— Assignment —
Copy each line containing "Bruckner" from the listing below.

— Data for processing —

━━━━

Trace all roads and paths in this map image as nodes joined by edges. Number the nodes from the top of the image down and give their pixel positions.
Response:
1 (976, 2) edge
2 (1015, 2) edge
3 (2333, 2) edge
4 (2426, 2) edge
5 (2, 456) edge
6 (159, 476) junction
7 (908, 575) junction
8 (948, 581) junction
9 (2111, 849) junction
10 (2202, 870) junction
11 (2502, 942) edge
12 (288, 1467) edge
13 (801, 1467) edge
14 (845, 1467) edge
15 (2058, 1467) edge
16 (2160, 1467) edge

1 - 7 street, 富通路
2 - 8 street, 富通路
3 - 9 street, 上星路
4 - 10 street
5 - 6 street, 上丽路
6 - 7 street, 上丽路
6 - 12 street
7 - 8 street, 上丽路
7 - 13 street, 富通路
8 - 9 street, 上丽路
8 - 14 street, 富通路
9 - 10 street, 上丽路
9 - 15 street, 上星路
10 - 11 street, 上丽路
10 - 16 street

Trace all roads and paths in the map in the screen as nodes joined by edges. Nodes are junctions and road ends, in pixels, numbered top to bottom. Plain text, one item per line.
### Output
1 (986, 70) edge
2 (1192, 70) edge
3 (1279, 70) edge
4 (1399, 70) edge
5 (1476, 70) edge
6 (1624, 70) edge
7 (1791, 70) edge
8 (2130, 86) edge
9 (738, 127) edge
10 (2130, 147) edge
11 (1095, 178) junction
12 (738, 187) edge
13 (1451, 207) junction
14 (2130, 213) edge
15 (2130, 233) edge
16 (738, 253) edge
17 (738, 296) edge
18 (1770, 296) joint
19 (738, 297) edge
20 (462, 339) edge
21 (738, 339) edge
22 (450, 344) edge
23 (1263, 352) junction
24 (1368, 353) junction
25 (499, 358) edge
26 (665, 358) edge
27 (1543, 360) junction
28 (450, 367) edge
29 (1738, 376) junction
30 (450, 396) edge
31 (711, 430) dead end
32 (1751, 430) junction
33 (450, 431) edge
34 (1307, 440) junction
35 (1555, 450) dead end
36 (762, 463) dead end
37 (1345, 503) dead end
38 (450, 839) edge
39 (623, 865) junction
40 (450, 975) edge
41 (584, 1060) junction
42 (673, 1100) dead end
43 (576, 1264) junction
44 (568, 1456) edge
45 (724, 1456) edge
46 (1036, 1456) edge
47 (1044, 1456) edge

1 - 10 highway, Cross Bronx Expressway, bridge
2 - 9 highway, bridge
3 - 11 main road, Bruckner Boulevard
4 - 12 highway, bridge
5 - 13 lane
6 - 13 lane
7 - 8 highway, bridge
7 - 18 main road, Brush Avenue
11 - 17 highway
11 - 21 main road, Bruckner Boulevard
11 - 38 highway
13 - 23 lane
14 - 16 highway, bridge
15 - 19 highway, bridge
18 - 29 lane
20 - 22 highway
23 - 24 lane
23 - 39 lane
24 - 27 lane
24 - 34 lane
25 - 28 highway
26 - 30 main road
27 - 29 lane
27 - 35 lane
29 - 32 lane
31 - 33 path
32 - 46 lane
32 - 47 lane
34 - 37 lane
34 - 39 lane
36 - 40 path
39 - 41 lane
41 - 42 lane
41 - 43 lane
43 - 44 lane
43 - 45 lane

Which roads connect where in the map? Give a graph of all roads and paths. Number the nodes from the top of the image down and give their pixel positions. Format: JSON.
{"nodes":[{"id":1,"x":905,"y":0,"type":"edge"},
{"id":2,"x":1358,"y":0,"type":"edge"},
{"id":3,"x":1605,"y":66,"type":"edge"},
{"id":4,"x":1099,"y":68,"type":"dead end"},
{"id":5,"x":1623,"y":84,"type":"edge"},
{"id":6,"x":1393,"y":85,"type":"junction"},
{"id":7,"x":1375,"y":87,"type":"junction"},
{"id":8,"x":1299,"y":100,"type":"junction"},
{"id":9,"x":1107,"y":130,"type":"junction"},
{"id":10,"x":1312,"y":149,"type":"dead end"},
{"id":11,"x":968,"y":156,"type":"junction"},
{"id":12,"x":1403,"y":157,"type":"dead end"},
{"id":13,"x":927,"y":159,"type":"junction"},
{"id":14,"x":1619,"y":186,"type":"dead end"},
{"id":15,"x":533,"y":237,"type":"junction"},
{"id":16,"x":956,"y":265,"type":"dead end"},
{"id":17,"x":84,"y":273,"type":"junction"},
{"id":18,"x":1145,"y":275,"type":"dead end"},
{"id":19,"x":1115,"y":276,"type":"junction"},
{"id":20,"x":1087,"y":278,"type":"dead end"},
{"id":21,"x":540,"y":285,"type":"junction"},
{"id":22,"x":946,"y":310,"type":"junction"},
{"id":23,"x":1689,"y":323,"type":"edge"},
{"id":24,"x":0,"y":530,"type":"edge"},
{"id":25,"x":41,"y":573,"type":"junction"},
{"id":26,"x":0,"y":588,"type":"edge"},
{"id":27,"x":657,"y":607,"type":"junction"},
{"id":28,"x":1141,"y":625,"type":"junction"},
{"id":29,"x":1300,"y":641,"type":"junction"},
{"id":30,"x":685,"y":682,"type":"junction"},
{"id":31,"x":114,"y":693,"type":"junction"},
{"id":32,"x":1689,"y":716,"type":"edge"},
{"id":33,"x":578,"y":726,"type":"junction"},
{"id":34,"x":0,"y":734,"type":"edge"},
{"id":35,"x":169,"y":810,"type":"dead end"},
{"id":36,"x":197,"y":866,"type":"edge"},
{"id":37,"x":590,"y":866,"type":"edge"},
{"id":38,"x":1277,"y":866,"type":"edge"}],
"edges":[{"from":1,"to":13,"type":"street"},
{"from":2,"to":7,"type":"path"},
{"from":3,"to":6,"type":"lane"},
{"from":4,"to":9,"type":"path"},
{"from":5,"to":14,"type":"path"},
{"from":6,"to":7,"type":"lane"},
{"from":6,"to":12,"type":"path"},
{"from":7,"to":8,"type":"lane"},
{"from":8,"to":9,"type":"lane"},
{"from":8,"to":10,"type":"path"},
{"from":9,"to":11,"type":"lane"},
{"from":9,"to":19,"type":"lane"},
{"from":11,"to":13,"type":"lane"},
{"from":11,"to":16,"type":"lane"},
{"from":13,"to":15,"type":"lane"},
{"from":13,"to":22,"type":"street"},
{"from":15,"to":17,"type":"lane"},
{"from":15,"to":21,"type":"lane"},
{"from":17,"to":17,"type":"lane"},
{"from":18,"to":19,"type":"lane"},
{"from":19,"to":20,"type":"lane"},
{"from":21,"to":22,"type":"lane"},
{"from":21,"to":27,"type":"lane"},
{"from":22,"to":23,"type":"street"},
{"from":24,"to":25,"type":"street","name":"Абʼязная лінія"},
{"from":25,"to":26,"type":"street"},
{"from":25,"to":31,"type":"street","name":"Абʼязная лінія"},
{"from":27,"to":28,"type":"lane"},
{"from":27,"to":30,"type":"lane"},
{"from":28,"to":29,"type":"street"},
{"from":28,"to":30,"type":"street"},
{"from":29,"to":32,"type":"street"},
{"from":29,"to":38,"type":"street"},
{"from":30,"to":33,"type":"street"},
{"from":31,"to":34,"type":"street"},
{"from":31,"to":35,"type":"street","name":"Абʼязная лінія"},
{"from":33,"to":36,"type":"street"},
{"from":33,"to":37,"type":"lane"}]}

━━━━

— Written answer —
3 - 11 main road, Bruckner Boulevard
11 - 21 main road, Bruckner Boulevard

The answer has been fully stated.